Problem description – Where the string "index" occurs in the material below, report the whole line.

Records to use –
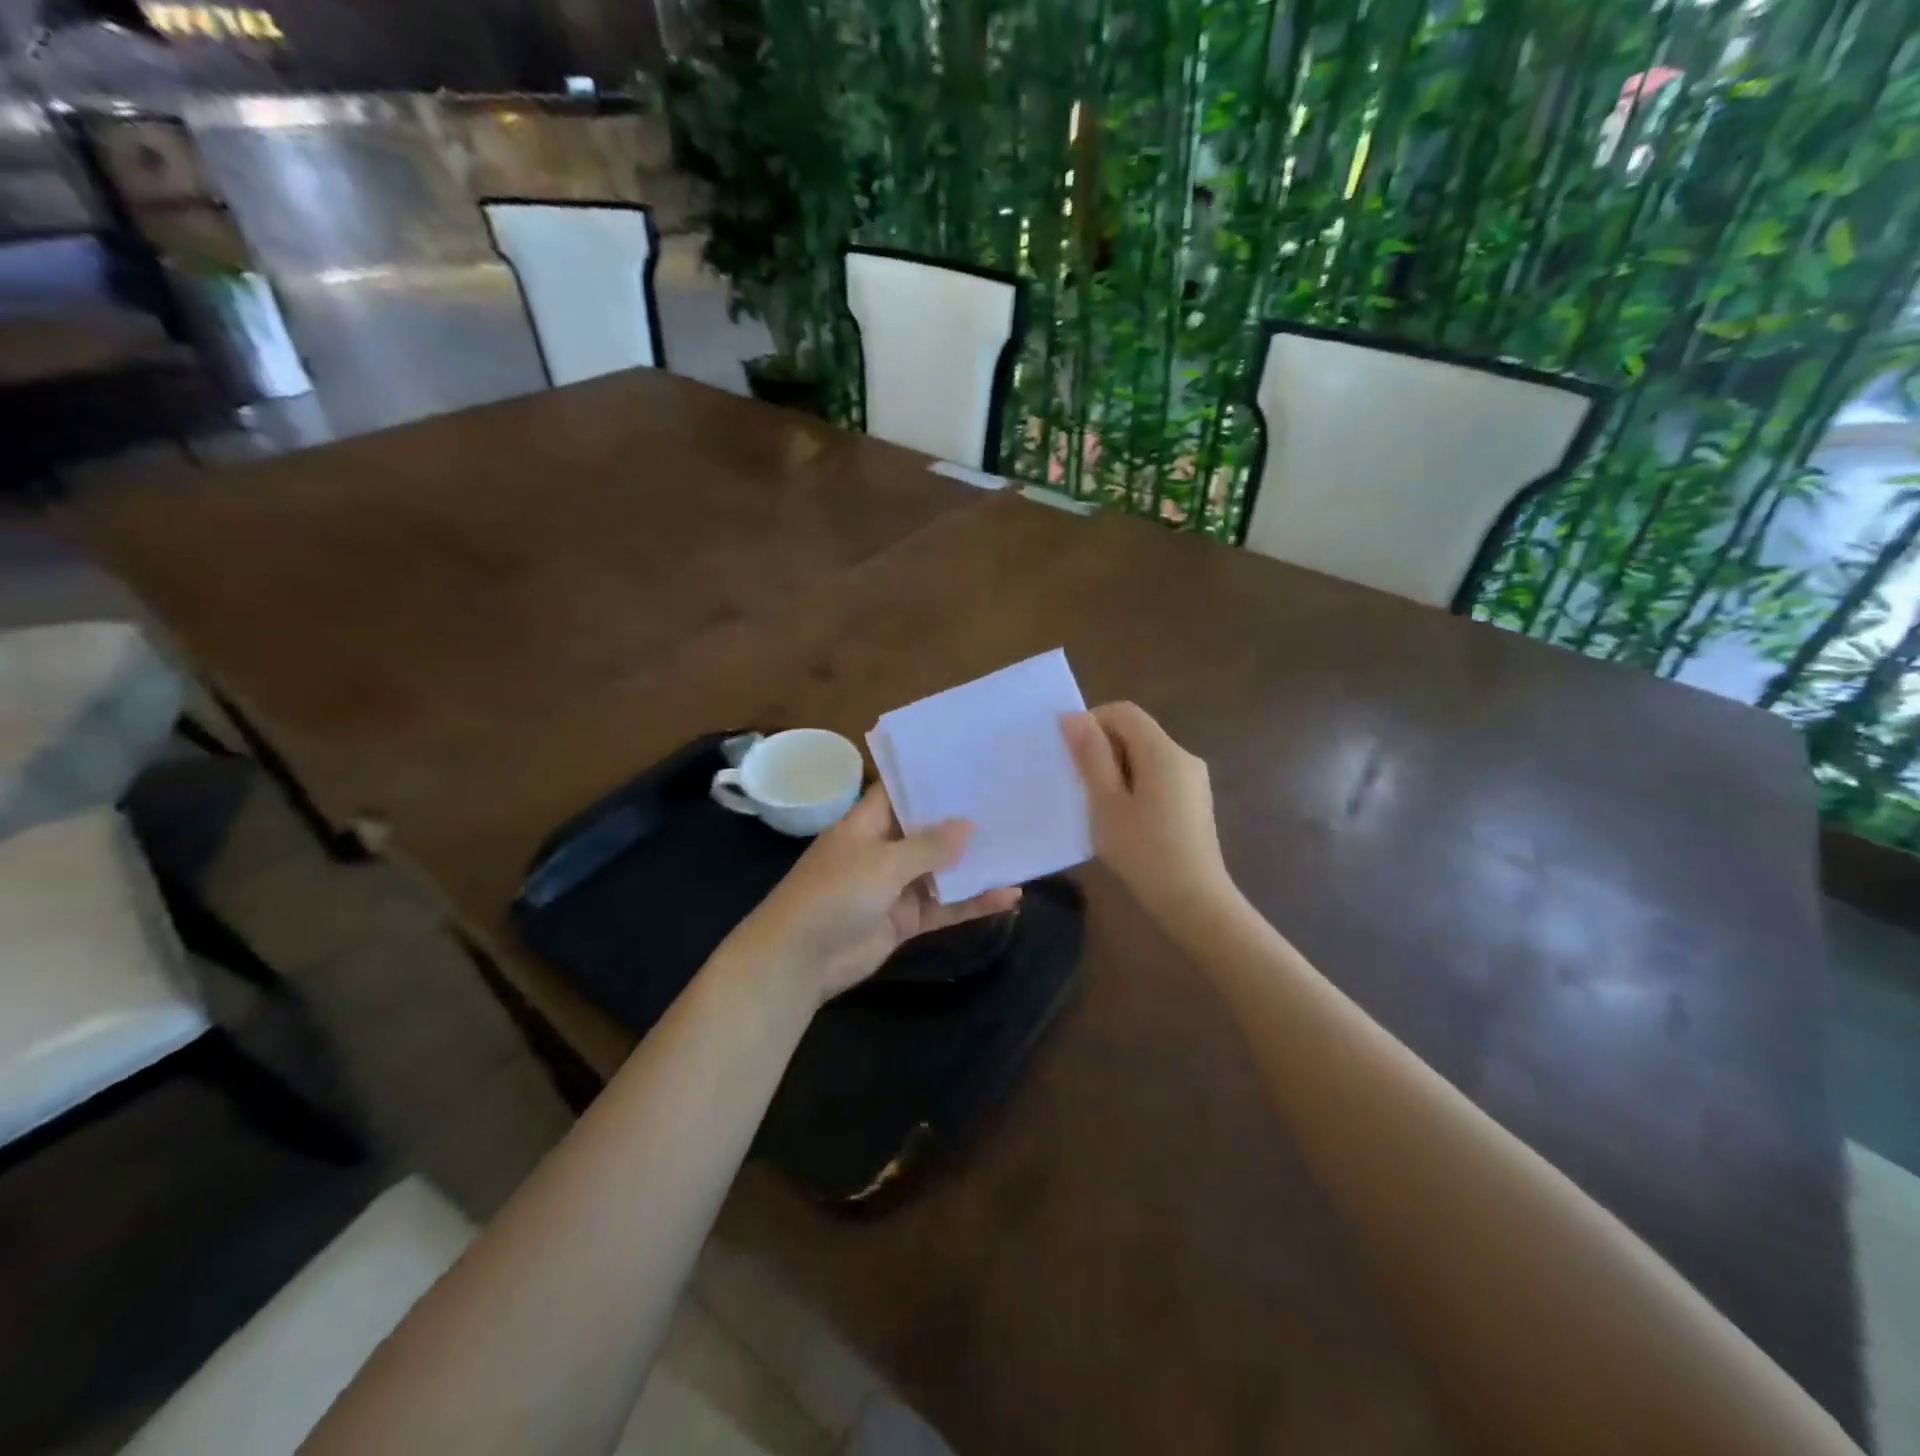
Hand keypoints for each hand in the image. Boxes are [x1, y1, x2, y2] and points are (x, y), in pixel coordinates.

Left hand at [725, 785, 1021, 1003]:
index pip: (900, 792)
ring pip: (941, 870)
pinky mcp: (906, 919)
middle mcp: (882, 849)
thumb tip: (968, 826)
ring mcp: (895, 886)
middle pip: (927, 830)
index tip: (970, 766)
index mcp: (866, 824)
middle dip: (962, 821)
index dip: (930, 780)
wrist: (800, 961)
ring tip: (1019, 846)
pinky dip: (972, 902)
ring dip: (974, 863)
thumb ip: (927, 846)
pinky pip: (944, 906)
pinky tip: (1008, 896)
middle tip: (1007, 802)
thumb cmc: (834, 894)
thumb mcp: (882, 863)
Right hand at [1061, 702, 1235, 930]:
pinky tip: (1123, 819)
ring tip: (1097, 805)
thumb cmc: (1143, 851)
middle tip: (1079, 784)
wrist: (1194, 901)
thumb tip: (1072, 716)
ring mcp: (1193, 780)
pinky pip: (1158, 777)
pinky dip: (1134, 785)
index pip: (1123, 711)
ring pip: (1146, 756)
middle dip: (1103, 749)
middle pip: (1136, 732)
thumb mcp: (1106, 803)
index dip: (1092, 722)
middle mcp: (1183, 756)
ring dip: (1116, 769)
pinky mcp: (1194, 802)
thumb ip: (1090, 756)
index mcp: (1163, 751)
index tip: (1070, 755)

Task solution –
index pip: (900, 792)
index tip: (970, 766)
index mcp: (866, 824)
index dip: (930, 780)
index pip: (1123, 711)
index dip: (1092, 722)
index mcp: (1163, 751)
index tip: (1070, 755)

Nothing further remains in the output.